芳年といえば「血まみれ」が代名詞なんて言わず、ぜひ見てもらいたいのが美人画。

芳年特有の細い線が描く美人画は、なんとも美しいのです。


《風俗三十二相 にくらしさう 安政年間名古屋嬢の風俗》1888年

「あーら、いやだ!」って黄色い声が聞こえてきそう。隣にいるのは女友達?それとも男性でしょうか。

芳年全盛期の傑作「風俗三十二相」の中の一枚で、タイトルは「にくらしさう」。32枚すべての作品の副題が「〇〇さう(そう)」なんですって。

あえて背景を描かず、人物の仕草と表情だけで情景を描き出しています。

今も昔も、世間はゴシップが好き
写真週刊誌のような報道画


《郵便報知新聞 第五百六十五号》1875年

情報媒体が発達する以前、浮世絵は「メディア」の一面も持っていました。

大衆の求める巷のゴシップを絵入りで発行したのです。現代の写真週刊誌ですね。

芳年は挿絵師としても活躍しました。

芳年・画業の集大成「月百姿」

展示の最後を飾るのは、芳年の集大成とされる「月百姿(つきひゃくし)」
芳年は晩年の8年間、古今東西の人物や妖怪、幽霊までも「月」を背景に描き続けました。


《月百姿 玉兎 孫悟空》1889年

画面からはみ出すほど大きな月をバックに、踊るように如意棒を操る孫悟空。

躍動感あふれる一瞬を捉えながらもなぜか静寂を感じる、そんな一枚です。


《月百姿 朧夜月 熊坂》1887年

この二枚は、版画ならではの表現が。刷り色を替えた「変わり摺」です。

背景色が違うと、画の印象が全く違って見えますね。

余白にまではみ出して描かれた衣装や槍にもご注目。芳年は、絵に迫力を出すためにしばしば枠をはみだした構図をとりました。
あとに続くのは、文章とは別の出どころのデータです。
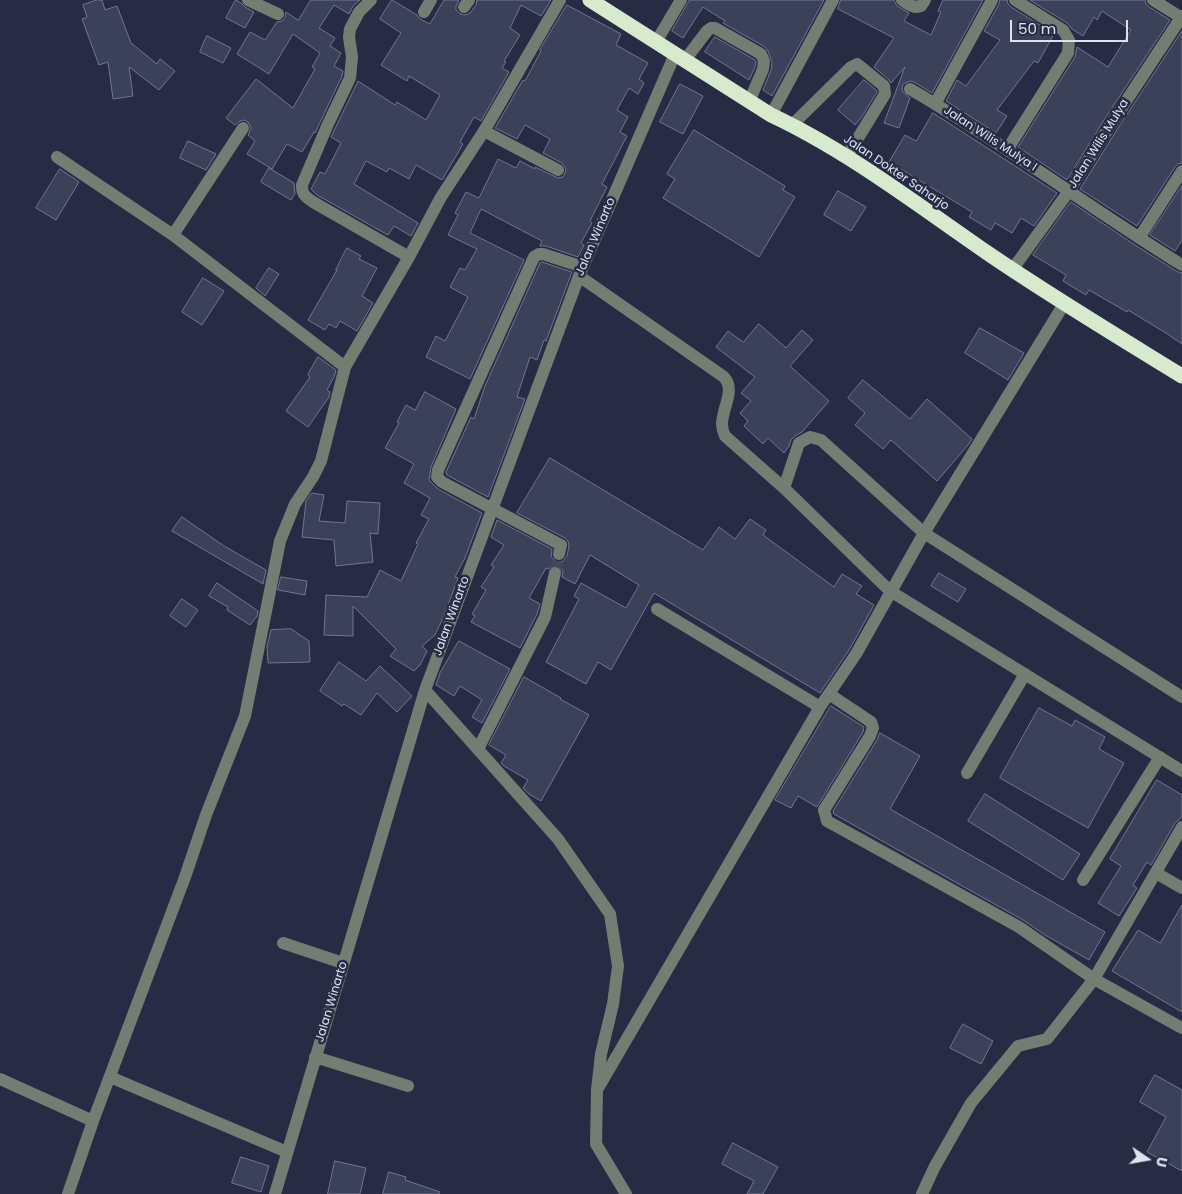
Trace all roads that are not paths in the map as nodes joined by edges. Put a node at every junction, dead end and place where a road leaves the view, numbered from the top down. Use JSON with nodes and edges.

《月百姿 はかなしや波の下にも入ぬへし つきの都の人や見るとて 有子》1886年

悲恋物語を描いたこの作品は、海に映る月の光がただただ美しく、思わず見入ってしまいます。

「血みどろ芳年」の影はどこにもありません。


《つき百姿 盆の月》1887年

楽しそうな庶民を生き生きと描いた、こんな作品も。

多くの作品を間近に見て驚いたのは、線の細さ。他に類を見ない細い線を自在に操り、武者絵から優雅な美人画まで幅広いモチーフを、文字通り生き生きと表現しているんです。

それが師・国芳ゆずりの大胆な構図と相まって、現代のマンガ・アニメの原点という評価に結びつくのでしょう。

 

最後の浮世絵師・月岡芳年独特の線を見事に再現した彫師、摺師の技術にも唸らされました。

ぜひ「血みどろだけじゃない」月岡芳年を、間近でご鑑賞ください。きっと新たな発見があるはずです。